The issue they will have to struggle with is the relationship of the Church to culture. Vatican I produced  a response to the challenges of cultural and intellectual climate the  Enlightenment birthed, seeking and finding a strengthening of ecclesial unity in the expression of doctrine of papal infallibility. Vatican II responded to the acceleration of secularism with an attempt to create a bridge of compromise and mutuality to allow Catholics ‘dual nationality’ in the cultures they lived in.

But the question that should present itself to the Cardinals as they look for a successor to Francis, is whether or not ‘sympathetic enigma’  is now sufficient? What will be needed to deal with the full scale assault that the rapid intensification of cultural and ideological change unleashed throughout the West?

There was a critical moment in the history of England during the 9th century. The Danes made slow but steady incursions in the east of the country, and the practice had been to buy them off, on the grounds that they might be amenable to constraint if given enough gold and silver. But ‘Danegeld’ did not work. They proved not to be as amenable as it was hoped. You can’t buy off an opponent whose intention is your destruction.
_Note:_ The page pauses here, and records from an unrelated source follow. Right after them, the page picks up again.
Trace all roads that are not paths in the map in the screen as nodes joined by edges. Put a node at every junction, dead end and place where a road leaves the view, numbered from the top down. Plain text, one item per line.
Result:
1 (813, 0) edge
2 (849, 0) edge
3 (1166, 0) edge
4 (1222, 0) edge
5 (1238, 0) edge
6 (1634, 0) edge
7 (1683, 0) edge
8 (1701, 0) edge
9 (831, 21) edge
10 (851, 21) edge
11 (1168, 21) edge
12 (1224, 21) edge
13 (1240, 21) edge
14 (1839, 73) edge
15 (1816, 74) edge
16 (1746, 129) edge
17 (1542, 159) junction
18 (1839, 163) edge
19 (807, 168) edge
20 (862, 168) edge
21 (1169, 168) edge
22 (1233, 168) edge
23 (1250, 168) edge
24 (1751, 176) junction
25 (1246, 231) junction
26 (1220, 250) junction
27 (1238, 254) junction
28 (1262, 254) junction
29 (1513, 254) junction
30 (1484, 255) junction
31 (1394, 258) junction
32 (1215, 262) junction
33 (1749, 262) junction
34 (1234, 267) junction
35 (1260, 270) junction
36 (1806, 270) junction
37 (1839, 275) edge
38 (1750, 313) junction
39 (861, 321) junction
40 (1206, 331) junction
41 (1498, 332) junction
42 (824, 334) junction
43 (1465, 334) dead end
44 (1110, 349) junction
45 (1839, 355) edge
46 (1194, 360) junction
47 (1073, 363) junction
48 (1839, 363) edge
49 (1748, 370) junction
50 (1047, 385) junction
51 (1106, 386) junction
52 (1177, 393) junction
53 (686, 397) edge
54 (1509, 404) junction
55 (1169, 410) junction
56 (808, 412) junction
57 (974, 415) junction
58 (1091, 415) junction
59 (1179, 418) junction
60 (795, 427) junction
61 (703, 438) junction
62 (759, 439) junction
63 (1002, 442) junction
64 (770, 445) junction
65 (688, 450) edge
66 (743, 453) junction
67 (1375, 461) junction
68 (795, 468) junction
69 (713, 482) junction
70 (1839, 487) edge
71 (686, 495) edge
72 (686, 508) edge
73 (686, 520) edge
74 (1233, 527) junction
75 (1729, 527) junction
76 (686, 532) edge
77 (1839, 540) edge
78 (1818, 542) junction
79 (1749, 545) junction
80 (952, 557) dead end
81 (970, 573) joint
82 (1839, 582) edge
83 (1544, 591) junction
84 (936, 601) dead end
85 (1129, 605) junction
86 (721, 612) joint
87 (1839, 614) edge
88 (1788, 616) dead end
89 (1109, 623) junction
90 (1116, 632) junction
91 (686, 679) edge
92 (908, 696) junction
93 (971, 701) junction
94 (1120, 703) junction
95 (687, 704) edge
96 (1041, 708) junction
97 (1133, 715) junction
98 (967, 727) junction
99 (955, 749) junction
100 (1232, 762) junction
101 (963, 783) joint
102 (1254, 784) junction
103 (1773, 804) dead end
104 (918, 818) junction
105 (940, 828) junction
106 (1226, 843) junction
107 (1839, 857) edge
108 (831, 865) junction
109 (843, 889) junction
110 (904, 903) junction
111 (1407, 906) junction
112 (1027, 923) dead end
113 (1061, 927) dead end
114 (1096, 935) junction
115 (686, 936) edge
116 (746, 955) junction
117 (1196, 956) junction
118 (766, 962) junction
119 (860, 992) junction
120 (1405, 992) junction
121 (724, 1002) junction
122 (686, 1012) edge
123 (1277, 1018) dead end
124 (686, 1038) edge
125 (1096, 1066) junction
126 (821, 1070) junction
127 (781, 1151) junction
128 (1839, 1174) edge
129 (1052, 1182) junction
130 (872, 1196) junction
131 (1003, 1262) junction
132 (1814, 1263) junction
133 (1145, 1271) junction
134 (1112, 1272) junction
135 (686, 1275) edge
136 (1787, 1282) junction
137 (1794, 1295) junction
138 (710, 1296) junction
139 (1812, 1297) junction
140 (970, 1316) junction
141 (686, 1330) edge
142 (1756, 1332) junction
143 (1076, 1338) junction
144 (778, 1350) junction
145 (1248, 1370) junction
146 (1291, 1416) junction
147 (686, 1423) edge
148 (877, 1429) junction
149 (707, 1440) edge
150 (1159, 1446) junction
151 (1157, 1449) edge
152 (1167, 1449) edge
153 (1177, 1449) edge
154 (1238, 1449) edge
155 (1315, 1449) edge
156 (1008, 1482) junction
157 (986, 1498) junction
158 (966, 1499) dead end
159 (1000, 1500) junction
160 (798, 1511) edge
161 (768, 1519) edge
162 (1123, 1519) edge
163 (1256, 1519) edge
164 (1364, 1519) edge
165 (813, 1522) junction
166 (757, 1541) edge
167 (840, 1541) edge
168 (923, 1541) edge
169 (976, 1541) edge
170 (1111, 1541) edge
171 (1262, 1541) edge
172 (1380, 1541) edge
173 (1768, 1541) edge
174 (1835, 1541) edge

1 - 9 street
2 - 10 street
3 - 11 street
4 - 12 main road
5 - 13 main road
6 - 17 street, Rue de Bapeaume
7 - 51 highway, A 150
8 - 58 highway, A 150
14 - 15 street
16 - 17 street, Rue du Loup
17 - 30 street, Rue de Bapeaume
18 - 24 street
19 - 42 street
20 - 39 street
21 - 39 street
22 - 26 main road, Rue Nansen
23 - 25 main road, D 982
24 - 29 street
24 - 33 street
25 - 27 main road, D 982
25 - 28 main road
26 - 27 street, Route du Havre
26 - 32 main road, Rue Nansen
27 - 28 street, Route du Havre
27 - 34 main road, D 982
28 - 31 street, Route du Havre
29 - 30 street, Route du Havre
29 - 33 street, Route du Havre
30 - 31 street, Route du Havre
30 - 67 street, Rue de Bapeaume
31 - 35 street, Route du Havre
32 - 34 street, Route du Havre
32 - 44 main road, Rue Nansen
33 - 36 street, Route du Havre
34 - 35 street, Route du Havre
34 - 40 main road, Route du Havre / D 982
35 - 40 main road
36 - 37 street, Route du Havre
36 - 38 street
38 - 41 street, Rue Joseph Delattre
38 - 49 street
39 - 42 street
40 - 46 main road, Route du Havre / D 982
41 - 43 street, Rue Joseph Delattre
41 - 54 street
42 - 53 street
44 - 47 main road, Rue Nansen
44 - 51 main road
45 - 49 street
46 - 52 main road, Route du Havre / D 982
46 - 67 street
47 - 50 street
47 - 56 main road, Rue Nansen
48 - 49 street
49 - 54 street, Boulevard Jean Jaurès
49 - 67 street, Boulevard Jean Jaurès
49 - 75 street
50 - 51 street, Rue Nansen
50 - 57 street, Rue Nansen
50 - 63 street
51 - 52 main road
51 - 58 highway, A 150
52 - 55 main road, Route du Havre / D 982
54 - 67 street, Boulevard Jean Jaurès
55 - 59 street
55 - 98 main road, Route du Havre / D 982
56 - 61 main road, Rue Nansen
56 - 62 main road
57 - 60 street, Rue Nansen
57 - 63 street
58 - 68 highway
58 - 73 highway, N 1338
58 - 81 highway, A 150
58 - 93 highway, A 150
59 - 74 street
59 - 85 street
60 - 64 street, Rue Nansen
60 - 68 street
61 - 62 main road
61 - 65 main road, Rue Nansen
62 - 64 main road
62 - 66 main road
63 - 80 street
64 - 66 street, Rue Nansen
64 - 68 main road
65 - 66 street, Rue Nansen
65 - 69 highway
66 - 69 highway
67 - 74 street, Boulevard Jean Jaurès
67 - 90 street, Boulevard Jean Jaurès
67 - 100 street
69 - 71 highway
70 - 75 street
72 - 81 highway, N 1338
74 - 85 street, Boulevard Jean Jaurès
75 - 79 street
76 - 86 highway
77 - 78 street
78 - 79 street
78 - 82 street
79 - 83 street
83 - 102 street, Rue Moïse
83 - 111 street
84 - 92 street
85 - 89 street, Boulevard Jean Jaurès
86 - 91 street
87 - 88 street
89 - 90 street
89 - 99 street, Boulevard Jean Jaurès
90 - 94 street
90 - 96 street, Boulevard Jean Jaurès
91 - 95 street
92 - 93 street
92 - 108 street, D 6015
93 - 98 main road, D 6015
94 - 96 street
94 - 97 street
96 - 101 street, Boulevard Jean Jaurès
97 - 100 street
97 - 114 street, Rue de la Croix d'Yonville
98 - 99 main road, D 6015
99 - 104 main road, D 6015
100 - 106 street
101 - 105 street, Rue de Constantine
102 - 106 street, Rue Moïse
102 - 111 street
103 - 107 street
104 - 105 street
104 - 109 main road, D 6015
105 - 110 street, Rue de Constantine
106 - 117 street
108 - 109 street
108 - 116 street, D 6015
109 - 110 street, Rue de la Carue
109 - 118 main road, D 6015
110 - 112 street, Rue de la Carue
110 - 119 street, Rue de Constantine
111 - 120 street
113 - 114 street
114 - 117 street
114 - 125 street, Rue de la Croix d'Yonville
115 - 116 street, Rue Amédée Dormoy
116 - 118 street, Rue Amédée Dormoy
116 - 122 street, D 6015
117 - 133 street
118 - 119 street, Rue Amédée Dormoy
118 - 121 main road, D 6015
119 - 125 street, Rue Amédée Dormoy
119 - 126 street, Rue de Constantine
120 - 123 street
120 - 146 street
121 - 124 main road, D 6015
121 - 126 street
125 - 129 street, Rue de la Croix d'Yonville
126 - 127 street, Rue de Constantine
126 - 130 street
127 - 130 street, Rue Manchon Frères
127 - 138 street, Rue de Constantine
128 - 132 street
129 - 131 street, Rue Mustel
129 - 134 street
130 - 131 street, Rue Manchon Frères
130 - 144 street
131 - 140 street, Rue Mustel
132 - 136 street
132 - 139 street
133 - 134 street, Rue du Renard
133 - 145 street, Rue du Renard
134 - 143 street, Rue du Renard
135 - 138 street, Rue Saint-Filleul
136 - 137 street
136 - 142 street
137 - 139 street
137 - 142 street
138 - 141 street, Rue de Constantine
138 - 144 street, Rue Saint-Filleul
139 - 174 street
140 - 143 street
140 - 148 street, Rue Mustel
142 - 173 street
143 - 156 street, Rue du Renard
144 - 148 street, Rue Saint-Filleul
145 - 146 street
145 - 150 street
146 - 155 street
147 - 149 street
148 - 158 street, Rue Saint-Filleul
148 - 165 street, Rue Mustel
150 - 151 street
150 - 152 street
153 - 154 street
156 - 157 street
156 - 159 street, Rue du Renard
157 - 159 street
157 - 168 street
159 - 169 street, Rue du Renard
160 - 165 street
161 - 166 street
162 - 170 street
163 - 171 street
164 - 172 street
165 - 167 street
The cultural compromises the Church has made in the last seventy years might have made sense for as long as the culture was amenable to dialogue and creative interaction with the Christian faith and its most substantial exponent, the Catholic Church. But if the experience of the experiment that has been the German Synodal Way teaches the church anything, beyond the discontented clamouring against Catholic identity and ethical integrity, it is that the ethos of self-indulgent secularised consumerism prevalent throughout the West, has developed a sharp antipathy to Christianity.

Whether we call it Wokery, Cultural Marxism or ‘the New Globalism,’ the threats to freedom of speech and freedom of thought mask a severe antipathy to the faith. 

The kind of pope that will serve the church best after the departure of Pope Francis, will need to be one who has the intellectual calibre and spiritual integrity to defend the church against the political and metaphysical assaults that the recent decades have been only a prelude to. 

Cardinal Francis George of Chicago was almost certainly correct in principle when he foretold the anti-Christian persecution that is just starting to break surface; 

“I expect to die in bed, my successor will die in prison and his successor will die a martyr in the public square. His successor will pick up the shards of a ruined society and slowly help rebuild civilization, as the church has done so often in human history”

Cultural and theological Danegeld will no longer work, if it ever did. We will need a pope who embodies as much prophetical authenticity as he does political acumen.